According to Mercer-Bruen, whose district includes the Commerce Way corridor, the special permit modification now stipulates the 3,180 square foot of retail space can only used for a full-service restaurant.

“This does state by definition that there’s no fast-food, but the petitioner does reserve the right to try to come back in to change this,” said the East Woburn official. “While there is legal recourse to do that, we have made it a little more difficult [for any future fast-food user to ask for another special permit modification].”

Also as part of the recent special permit decision, the city councilors agreed to modify the mitigation package agreed to by Cabot, Cabot, and Forbes in 2017 by waiving a requirement that the developer improve the landscaping on two traffic islands by the intersection of Commerce Way and Mishawum Road.

According to Salvati, though his client had attempted to implement those roadway improvements, the petitioner has been unable receive formal permission from state transportation officials to authorize the work.

“The two islands, which are the last pieces of this project, are on Mishawum Road…It’s just been impossible to get MassDOT to respond to us to get this done,” Salvati said during the initial public hearing on the special permit modification back in late September.

Though both Mercer-Bruen and Ward 2 Councilor Richard Gately criticized the developer for waiting some three years to begin talks with MassDOT about the islands, City Engineer Jay Corey argued that a series of alternative mitigation measures would improve traffic flow in the region.

Specifically, in exchange for being released from the maintenance obligations, Toll Brothers has agreed to purchase new traffic light controllers and software for the intersection of Atlantic Avenue and Commerce Way and the nearby signalized Target site entrance. A third signalization upgrade is also proposed for the Lowe’s site off of Commerce Way by the Market Basket site.
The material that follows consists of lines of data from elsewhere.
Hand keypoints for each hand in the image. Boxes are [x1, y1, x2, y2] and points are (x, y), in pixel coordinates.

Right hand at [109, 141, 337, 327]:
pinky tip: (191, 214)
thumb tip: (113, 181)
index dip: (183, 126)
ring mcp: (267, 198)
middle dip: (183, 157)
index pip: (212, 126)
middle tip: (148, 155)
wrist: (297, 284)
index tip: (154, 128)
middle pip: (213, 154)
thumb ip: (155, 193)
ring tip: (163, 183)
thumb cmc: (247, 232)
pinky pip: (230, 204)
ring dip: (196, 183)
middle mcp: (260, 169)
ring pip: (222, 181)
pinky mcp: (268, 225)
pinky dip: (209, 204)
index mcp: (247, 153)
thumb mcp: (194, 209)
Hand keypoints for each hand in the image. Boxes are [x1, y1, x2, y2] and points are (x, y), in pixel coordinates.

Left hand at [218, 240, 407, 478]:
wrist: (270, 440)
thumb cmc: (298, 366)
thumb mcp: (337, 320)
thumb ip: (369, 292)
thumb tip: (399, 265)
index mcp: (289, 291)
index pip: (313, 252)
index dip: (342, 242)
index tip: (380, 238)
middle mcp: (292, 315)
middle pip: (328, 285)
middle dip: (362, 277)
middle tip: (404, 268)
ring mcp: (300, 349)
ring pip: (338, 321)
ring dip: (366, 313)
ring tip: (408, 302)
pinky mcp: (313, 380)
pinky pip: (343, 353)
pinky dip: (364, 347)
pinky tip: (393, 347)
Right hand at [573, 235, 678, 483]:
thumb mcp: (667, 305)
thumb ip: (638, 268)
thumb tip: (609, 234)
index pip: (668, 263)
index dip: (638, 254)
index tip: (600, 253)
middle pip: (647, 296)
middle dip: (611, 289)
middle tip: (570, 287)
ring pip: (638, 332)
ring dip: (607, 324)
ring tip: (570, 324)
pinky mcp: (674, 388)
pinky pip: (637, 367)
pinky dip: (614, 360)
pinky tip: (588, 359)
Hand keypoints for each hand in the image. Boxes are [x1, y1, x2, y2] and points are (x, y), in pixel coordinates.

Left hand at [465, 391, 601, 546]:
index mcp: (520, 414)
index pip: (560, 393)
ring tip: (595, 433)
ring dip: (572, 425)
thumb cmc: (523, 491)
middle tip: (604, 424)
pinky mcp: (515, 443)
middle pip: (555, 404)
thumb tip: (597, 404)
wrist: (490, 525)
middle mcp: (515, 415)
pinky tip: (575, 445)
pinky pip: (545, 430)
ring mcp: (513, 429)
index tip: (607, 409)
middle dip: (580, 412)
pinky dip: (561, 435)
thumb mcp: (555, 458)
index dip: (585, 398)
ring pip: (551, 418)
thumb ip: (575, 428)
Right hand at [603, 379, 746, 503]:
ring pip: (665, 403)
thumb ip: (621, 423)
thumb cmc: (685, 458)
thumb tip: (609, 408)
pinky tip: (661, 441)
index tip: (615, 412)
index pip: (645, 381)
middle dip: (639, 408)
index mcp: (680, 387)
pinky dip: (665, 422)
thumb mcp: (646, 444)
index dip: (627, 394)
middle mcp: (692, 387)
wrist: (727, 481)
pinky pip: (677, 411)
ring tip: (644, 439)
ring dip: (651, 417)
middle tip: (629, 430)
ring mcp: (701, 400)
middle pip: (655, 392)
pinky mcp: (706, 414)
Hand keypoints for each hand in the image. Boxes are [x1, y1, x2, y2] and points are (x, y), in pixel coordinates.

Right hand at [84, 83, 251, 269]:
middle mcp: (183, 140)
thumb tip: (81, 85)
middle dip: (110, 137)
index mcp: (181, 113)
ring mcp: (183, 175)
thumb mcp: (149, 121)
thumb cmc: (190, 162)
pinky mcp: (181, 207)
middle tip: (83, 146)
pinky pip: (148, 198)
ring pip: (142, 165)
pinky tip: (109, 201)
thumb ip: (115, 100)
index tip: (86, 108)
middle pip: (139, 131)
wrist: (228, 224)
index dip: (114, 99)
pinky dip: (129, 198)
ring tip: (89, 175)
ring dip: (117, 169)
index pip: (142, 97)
Corey in a Sept. 23 memo to the council pegged the cost of purchasing and installing the new equipment at $85,000.

“The installation of the new traffic signal equipment would allow better traffic flow along the entire Commerce Way corridor. Additionally, the Applied Information units will allow us to put the intersection cameras online, adjust the phasing and timing of each intersection instantaneously from a remote computer and allow the public to run the Travelsafely app when driving the corridor,” the city engineer explained.

The housing complex at 120 Commerce Way, the first-ever project pitched under a Commerce Way Corridor Overlay District (CWCOD) that had been established a decade earlier, ultimately proved to be the forerunner to a wave of mixed-use redevelopments within the region.

Soon after the Fitzgerald Tile redevelopment was okayed, National Development obtained permission to break ground on the nearby 200-unit Emery Flats apartment complex at 200 Presidential Way. The Woburn Village redevelopment of the old Woburn Mall also site sits on the opposite end of the Commerce Way corridor by Mishawum Road.

Presently, Cabot, Cabot and Forbes and another national developer are also seeking permission from the City Council to erect hundreds of other luxury apartments within the CWCOD on industrial properties situated by the future location of the New Boston Street bridge.